- Born: c. 55 BH / 568 CE al-Falaj (al-Aflāj), south of Najd, Arabian Peninsula
- Died: 65 AH / 684 CE (aged about 116–120) Isfahan
- Occupation: Poet
- Known for: Early Islamic poetry, panegyric and satire

= Al-Nabigha al-Ja'di =

Arab poet and companion of Muhammad

Abū Laylā al-Nābigha al-Jaʿdī (النابغة الجعدي, c. 55 BH / 568 CE – 65 AH / 684 CE) RadiAllahu ‘Anhu was an Arab poet and a companion of the Prophet Muhammad Sallallahu ‘Alaihi Wa Salam. He was among the centenarians (المعمرين) of his era and was renowned for his poetry both before and after the advent of Islam.

== Biography ==

Al-Nābigha was born in al-Falaj (modern-day al-Aflāj) south of Najd in the Arabian Peninsula. His full name was Qays ibn ʿAbd Allāh ibn ʿAmr ibn ʿAdas ibn Rabīʿa ibn Jaʿda ibn Kaʿb ibn Rabīʿa ibn ʿĀmir ibn Ṣaʿṣaʿa. His mother was Fakhrā bint ʿAmr ibn Shaḥna ibn Jābir ibn Usāma ibn Mālik ibn Naṣr ibn Quʿayn ibn al-Ḥārith ibn Thaʿlaba ibn Dūdān ibn Asad.

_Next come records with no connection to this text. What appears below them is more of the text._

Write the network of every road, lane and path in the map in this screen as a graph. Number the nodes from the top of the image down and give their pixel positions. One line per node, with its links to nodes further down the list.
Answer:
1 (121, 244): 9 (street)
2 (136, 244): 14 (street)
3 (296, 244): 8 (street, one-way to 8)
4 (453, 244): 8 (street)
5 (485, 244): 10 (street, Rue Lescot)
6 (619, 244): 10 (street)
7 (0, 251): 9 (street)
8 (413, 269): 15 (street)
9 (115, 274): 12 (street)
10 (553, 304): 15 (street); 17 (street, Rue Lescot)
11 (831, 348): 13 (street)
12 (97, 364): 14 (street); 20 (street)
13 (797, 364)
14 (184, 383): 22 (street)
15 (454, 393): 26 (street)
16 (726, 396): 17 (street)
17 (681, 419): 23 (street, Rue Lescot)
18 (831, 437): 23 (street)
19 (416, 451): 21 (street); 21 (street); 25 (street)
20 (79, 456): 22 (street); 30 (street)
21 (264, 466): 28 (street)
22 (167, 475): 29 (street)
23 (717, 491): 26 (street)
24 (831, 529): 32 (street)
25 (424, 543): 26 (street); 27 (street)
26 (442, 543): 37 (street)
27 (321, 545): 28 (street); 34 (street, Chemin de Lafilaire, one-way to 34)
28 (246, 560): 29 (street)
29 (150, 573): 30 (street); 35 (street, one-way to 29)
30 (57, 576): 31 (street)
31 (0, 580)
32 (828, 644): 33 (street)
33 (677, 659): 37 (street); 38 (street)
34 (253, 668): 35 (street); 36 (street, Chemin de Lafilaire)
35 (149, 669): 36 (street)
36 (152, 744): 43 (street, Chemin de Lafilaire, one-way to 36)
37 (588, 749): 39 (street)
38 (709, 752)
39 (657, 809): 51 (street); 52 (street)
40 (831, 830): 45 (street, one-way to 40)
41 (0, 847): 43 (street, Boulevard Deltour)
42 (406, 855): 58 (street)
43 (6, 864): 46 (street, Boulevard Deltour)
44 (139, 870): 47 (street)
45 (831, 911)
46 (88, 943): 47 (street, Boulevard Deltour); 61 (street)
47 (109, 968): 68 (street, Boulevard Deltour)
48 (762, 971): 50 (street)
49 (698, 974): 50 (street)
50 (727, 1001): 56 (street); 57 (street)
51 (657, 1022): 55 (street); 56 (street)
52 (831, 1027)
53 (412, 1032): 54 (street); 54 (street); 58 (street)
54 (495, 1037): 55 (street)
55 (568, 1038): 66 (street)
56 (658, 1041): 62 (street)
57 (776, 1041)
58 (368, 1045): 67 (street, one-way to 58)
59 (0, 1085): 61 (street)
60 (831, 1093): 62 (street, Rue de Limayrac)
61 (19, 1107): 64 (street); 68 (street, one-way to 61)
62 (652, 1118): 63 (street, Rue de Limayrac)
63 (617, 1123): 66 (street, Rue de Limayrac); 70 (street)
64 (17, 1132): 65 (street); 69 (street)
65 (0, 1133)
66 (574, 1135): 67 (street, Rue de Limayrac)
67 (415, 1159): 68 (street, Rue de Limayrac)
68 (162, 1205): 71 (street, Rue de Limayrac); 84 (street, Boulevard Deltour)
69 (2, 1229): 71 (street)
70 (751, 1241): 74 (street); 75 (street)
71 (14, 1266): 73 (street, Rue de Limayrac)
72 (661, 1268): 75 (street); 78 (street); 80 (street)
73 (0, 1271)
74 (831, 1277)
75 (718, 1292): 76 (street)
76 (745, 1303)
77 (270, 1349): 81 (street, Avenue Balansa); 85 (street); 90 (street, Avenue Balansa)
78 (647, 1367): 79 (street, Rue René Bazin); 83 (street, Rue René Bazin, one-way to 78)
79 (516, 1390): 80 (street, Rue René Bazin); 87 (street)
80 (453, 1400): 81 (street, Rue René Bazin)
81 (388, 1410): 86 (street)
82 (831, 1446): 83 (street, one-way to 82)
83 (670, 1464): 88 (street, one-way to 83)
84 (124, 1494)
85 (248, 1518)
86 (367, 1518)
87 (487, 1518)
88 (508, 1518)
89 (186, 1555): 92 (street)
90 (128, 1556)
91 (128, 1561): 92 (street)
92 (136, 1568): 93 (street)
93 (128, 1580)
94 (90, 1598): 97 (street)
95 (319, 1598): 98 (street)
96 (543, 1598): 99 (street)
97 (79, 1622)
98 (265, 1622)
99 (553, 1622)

He became known as “al-Nābigha” (النابغة, meaning “the Genius”) because he remained silent from composing poetry for thirty years, then suddenly “burst forth” with verses. Even before Islam, he reportedly renounced idol-worship and forbade the consumption of wine.

In his youth, he was said to have visited the Lakhmid court at al-Ḥīra. He claimed in his poetry to have witnessed the reign of al-Mundhir ibn Muḥarriq (r. 578–582 CE) and the famous fair of ʿUkāẓ:

I witnessed ʿUkāẓ before its decline,
When I was counted among the young men.
And Mundhir ibn Muḥarriq in his kingdom,
And I saw the day of Nuʿmān’s battles.

He first appears in Islamic history as the leader of the delegation of the Banū Jaʿda who visited the Prophet Muhammad around 9 AH / 630 CE. He embraced Islam and recited verses praising the Prophet. Among his famous lines are:

I followed the Messenger of God when he came with guidance,
Reciting a book as radiant as the Milky Way.
We reached the heavens with our glory and ancestors—
And we hope for an even higher manifestation.

When the Prophet asked, “And what is that higher manifestation, Abū Laylā?”, he replied, “Paradise.” The Prophet said, “Yes, God willing.”

He later recited verses to the Prophet beginning with:

I remembered—and memory stirs up a youth,
For the grieving soul must remember.
The days of closeness have ended between me and her,
Yet my yearning has not ceased or diminished.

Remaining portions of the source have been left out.